== Segment start ==
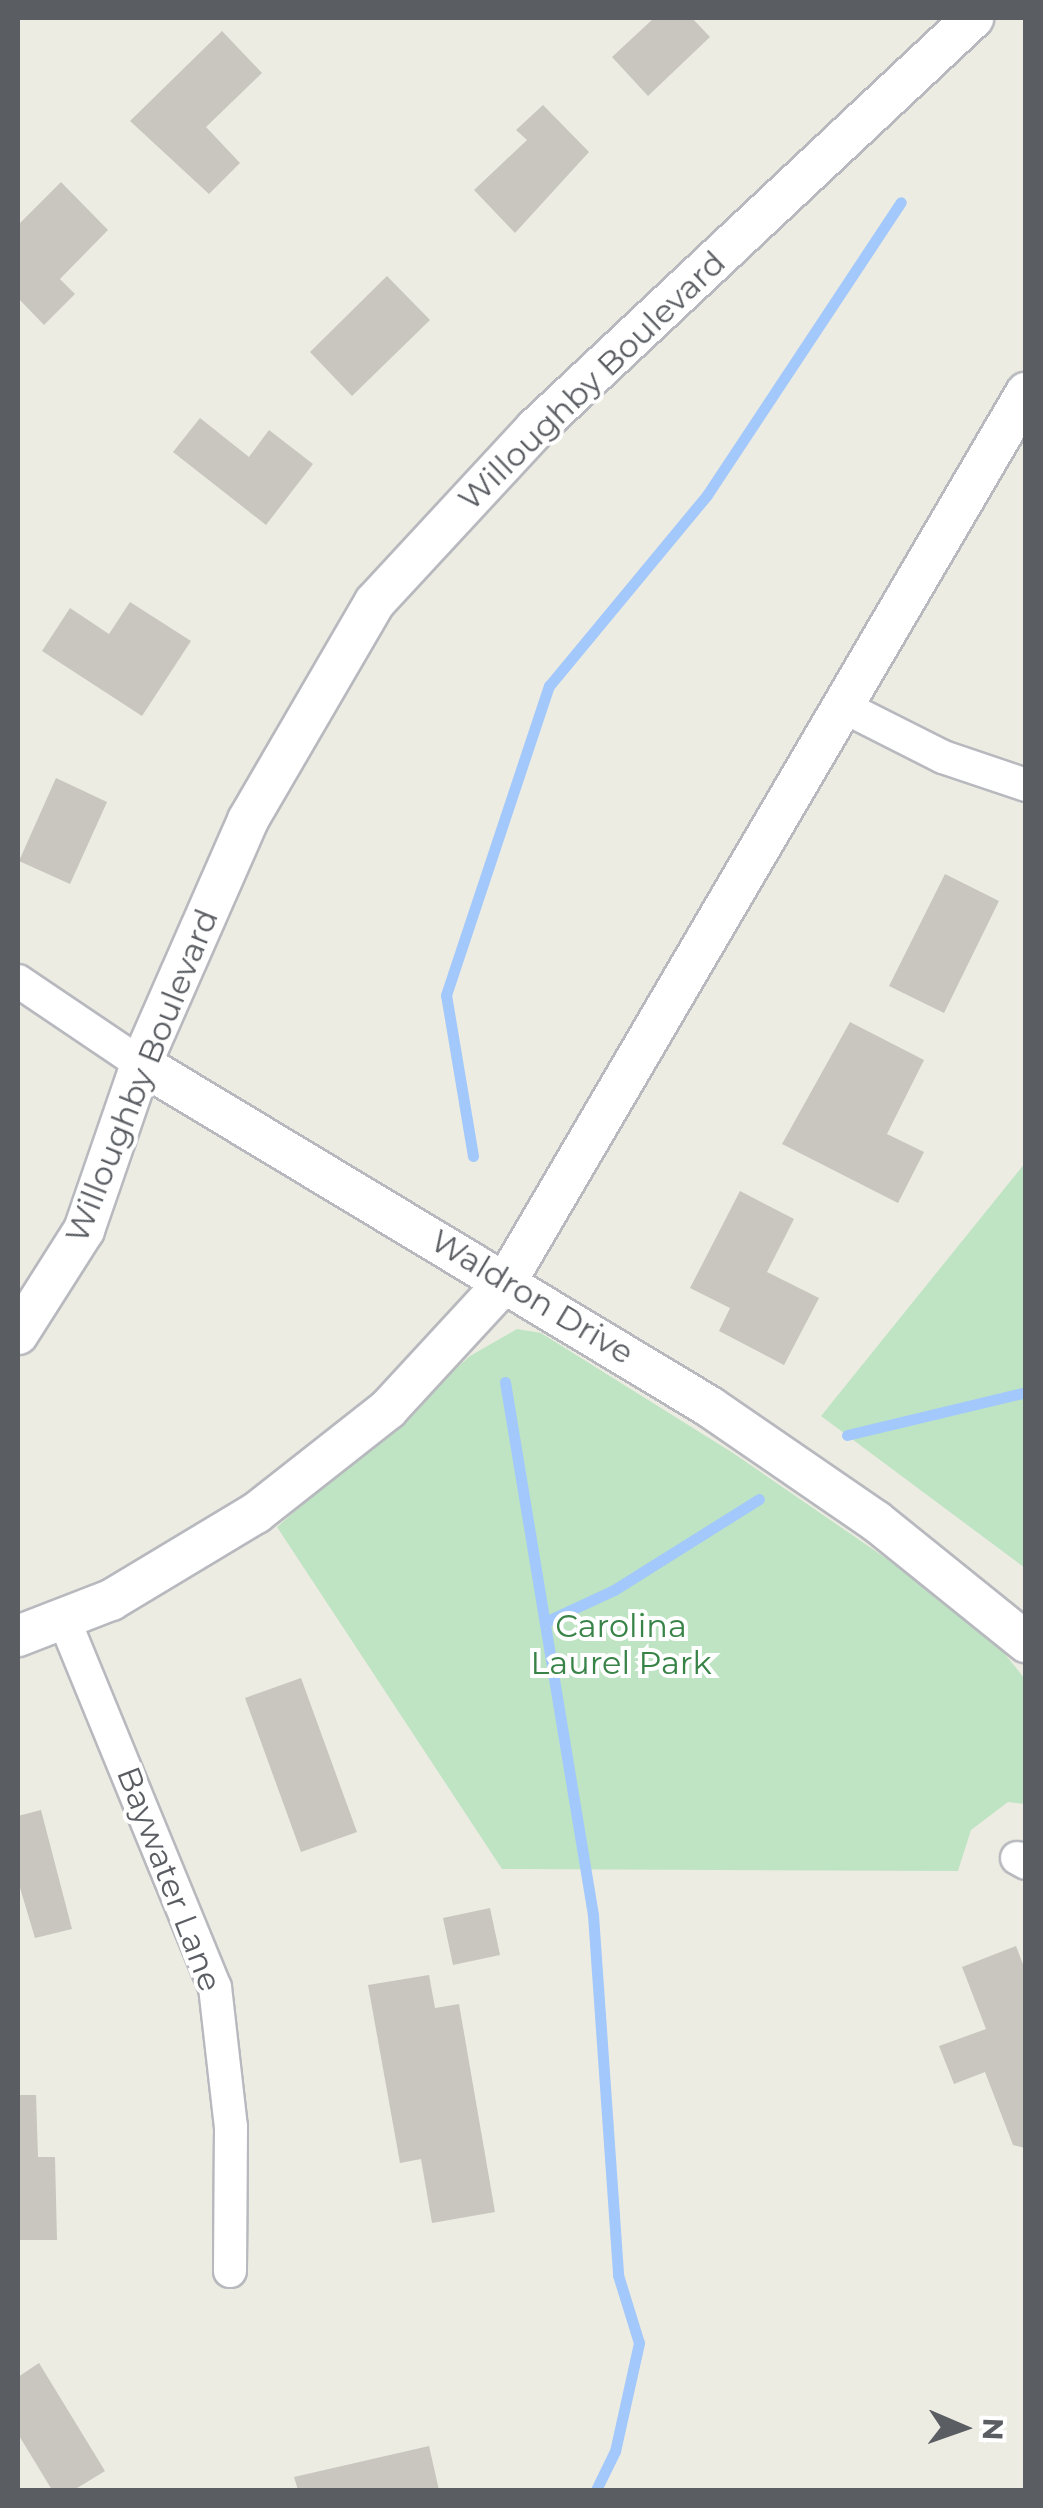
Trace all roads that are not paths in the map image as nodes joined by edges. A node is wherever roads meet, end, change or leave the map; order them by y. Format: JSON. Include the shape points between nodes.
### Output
{"nodes":[{"id":1,"x":973,"y":18,"type":"edge"},
{"id":2,"x":1026,"y":393,"type":"edge"},
{"id":3,"x":846,"y":708,"type":"junction"},
{"id":4,"x":1026,"y":785,"type":"edge"},
{"id":5,"x":18,"y":981,"type":"edge"},
{"id":6,"x":141,"y":1064,"type":"junction"},
{"id":7,"x":507,"y":1280,"type":"junction"},
{"id":8,"x":18,"y":1334,"type":"edge"},
{"id":9,"x":63,"y":1617,"type":"junction"},
{"id":10,"x":18,"y":1636,"type":"edge"},
{"id":11,"x":1026,"y":1642,"type":"edge"},
{"id":12,"x":230,"y":2271,"type":"dead end"}],
"edges":[{"from":1,"to":6,"type":"street","name":"Willoughby Boulevard","via":[[534,428],[375,602],[248,820]]},
{"from":2,"to":3,"type":"street"},
{"from":3,"to":4,"type":"street","via":[[943,757]]},
{"from":3,"to":7,"type":"street"},
{"from":5,"to":6,"type":"street","name":"Waldron Drive"},
{"from":6,"to":7,"type":"street","name":"Waldron Drive"},
{"from":6,"to":8,"type":"street","name":"Willoughby Boulevard","via":[[84,1230]]},
{"from":7,"to":9,"type":"street","via":[[388,1409],[256,1513],[111,1600]]},
{"from":7,"to":11,"type":"street","name":"Waldron Drive","via":[[846,1500]]},
{"from":9,"to":10,"type":"street"},
{"from":9,"to":12,"type":"street","name":"Baywater Lane","via":[[215,1987],[231,2127]]}]}
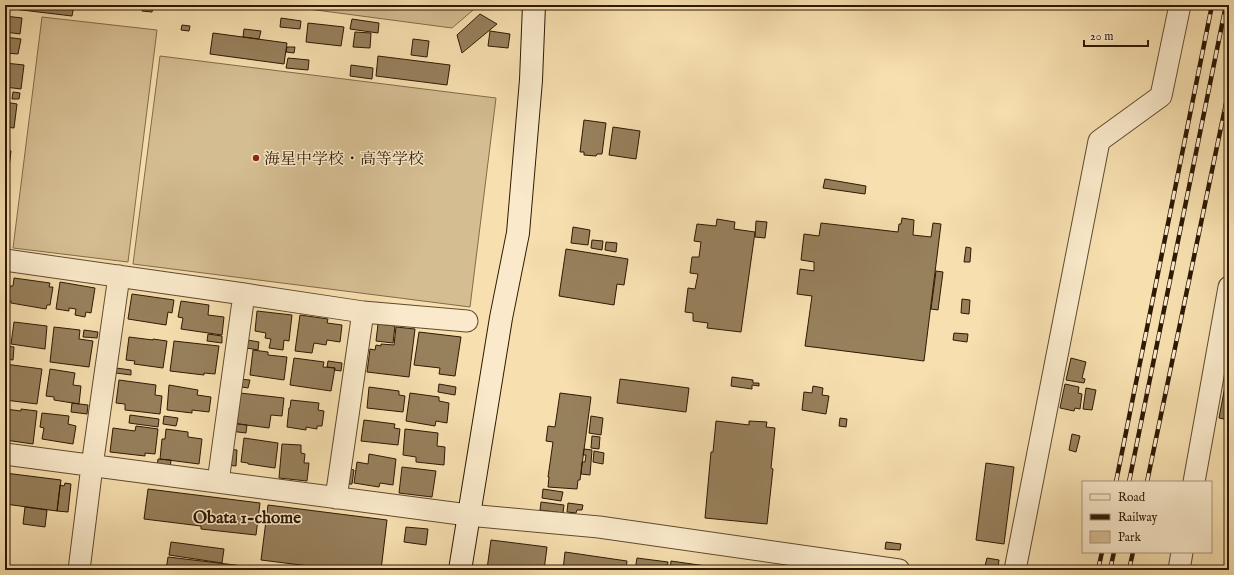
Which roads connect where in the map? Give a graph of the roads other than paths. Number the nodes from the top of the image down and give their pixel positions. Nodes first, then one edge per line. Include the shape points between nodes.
1 (534, 5) edge
2 (1180, 5) edge
3 (5, 260) edge
4 (119, 276) junction
5 (1229, 287) edge
6 (244, 294) junction
7 (363, 312) junction
8 (467, 321) dead end
9 (5, 454) edge
10 (92, 466) junction
11 (1194, 481) edge
12 (218, 482) junction
13 (336, 498) junction
14 (468, 515) junction
15 (1182, 553) edge
16 (79, 570) edge
17 (460, 570) edge
18 (899, 570) edge
19 (1015, 570) edge
20 (1179, 570) edge

1 - 14 street via 531,80 518,233 500,318
2 - 19 street via 1161,96 1099,141
3 - 4 street
4 - 6 street
4 - 10 street
5 - 11 street
6 - 7 street
6 - 12 street
7 - 8 street
7 - 13 street
9 - 10 street
10 - 12 street
10 - 16 street
12 - 13 street
13 - 14 street
14 - 17 street
14 - 18 street via 599,526
15 - 20 street

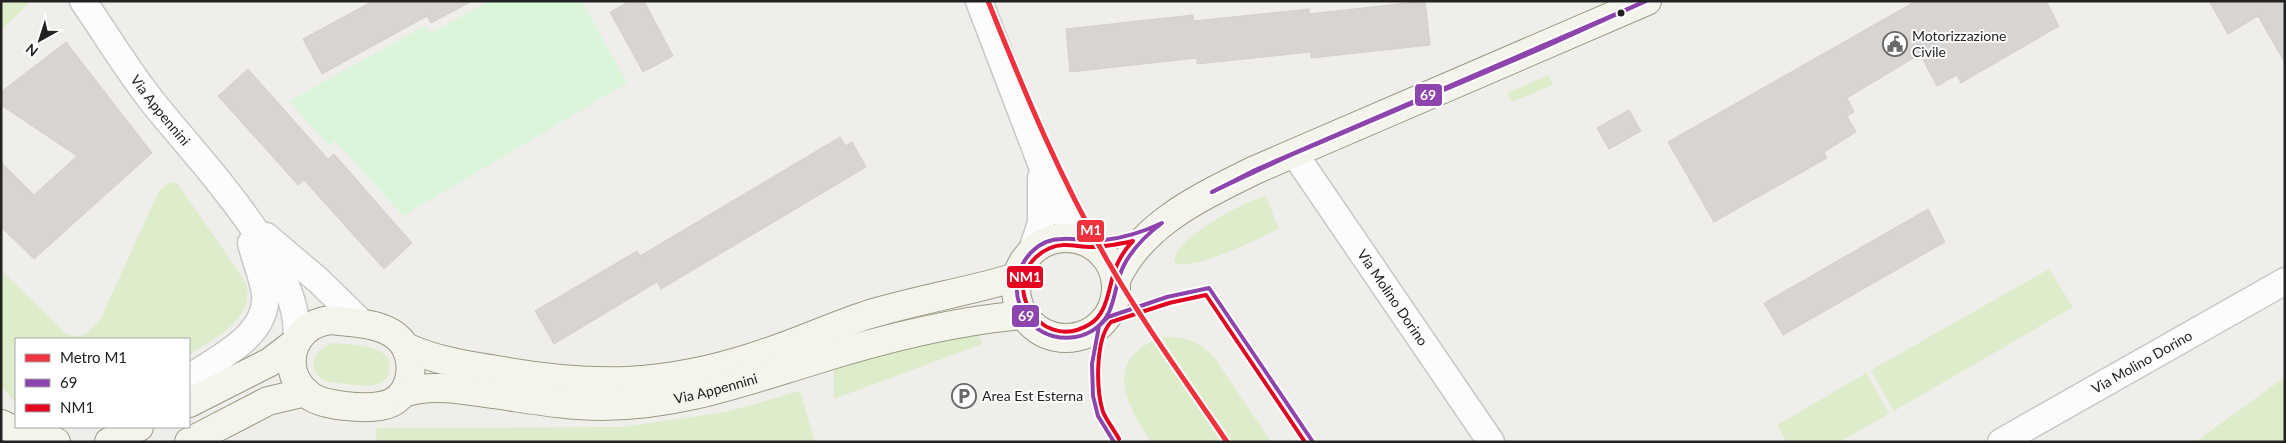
== Segment end ==
_Problem description_
Output the listing above in full, exactly. No images.

_Your solution_
Trace all roads that are not paths in the map image as nodes joined by edges. A node is wherever roads meet, end, change or leave the map; order them by y. Format: JSON. Include the shape points between nodes.
### Output
{"nodes":[{"id":1,"x":973,"y":18,"type":"edge"},
{"id":2,"x":1026,"y":393,"type":"edge"},
{"id":3,"x":846,"y":708,"type":"junction"},
{"id":4,"x":1026,"y":785,"type":"edge"},
{"id":5,"x":18,"y":981,"type":"edge"},
{"id":6,"x":141,"y":1064,"type":"junction"},
{"id":7,"x":507,"y":1280,"type":"junction"},
{"id":8,"x":18,"y":1334,"type":"edge"},
{"id":9,"x":63,"y":1617,"type":"junction"},
{"id":10,"x":18,"y":1636,"type":"edge"},
{"id":11,"x":1026,"y":1642,"type":"edge"},
{"id":12,"x":230,"y":2271,"type":"dead end"}],
"edges":[{"from":1,"to":6,"type":"street","name":"Willoughby Boulevard","via":[[534,428],[375,602],[248,820]]},
{"from":2,"to":3,"type":"street"},
{"from":3,"to":4,"type":"street","via":[[943,757]]},
{"from":3,"to":7,"type":"street"},
{"from":5,"to":6,"type":"street","name":"Waldron Drive"},
{"from":6,"to":7,"type":"street","name":"Waldron Drive"},
{"from":6,"to":8,"type":"street","name":"Willoughby Boulevard","via":[[84,1230]]},
{"from":7,"to":9,"type":"street","via":[[388,1409],[256,1513],[111,1600]]},
{"from":7,"to":11,"type":"street","name":"Waldron Drive","via":[[846,1500]]},
{"from":9,"to":10,"type":"street"},
{"from":9,"to":12,"type":"street","name":"Baywater Lane","via":[[215,1987],[231,2127]]}]}
Which roads connect where in the map? Give a graph of the roads other than paths. Number the nodes from the top of the image down and give their pixel positions. Nodes first, then one edge per line. Include the shape points between nodes.
1 (534, 5) edge
2 (1180, 5) edge
3 (5, 260) edge
4 (119, 276) junction
5 (1229, 287) edge
6 (244, 294) junction
7 (363, 312) junction
8 (467, 321) dead end
9 (5, 454) edge
10 (92, 466) junction
11 (1194, 481) edge
12 (218, 482) junction
13 (336, 498) junction
14 (468, 515) junction
15 (1182, 553) edge
16 (79, 570) edge
17 (460, 570) edge
18 (899, 570) edge
19 (1015, 570) edge
20 (1179, 570) edge

1 - 14 street via 531,80 518,233 500,318
2 - 19 street via 1161,96 1099,141
3 - 4 street
4 - 6 street
4 - 10 street
5 - 11 street
6 - 7 street
6 - 12 street
7 - 8 street
7 - 13 street
9 - 10 street
10 - 12 street
10 - 16 street
12 - 13 street
13 - 14 street
14 - 17 street
14 - 18 street via 599,526
15 - 20 street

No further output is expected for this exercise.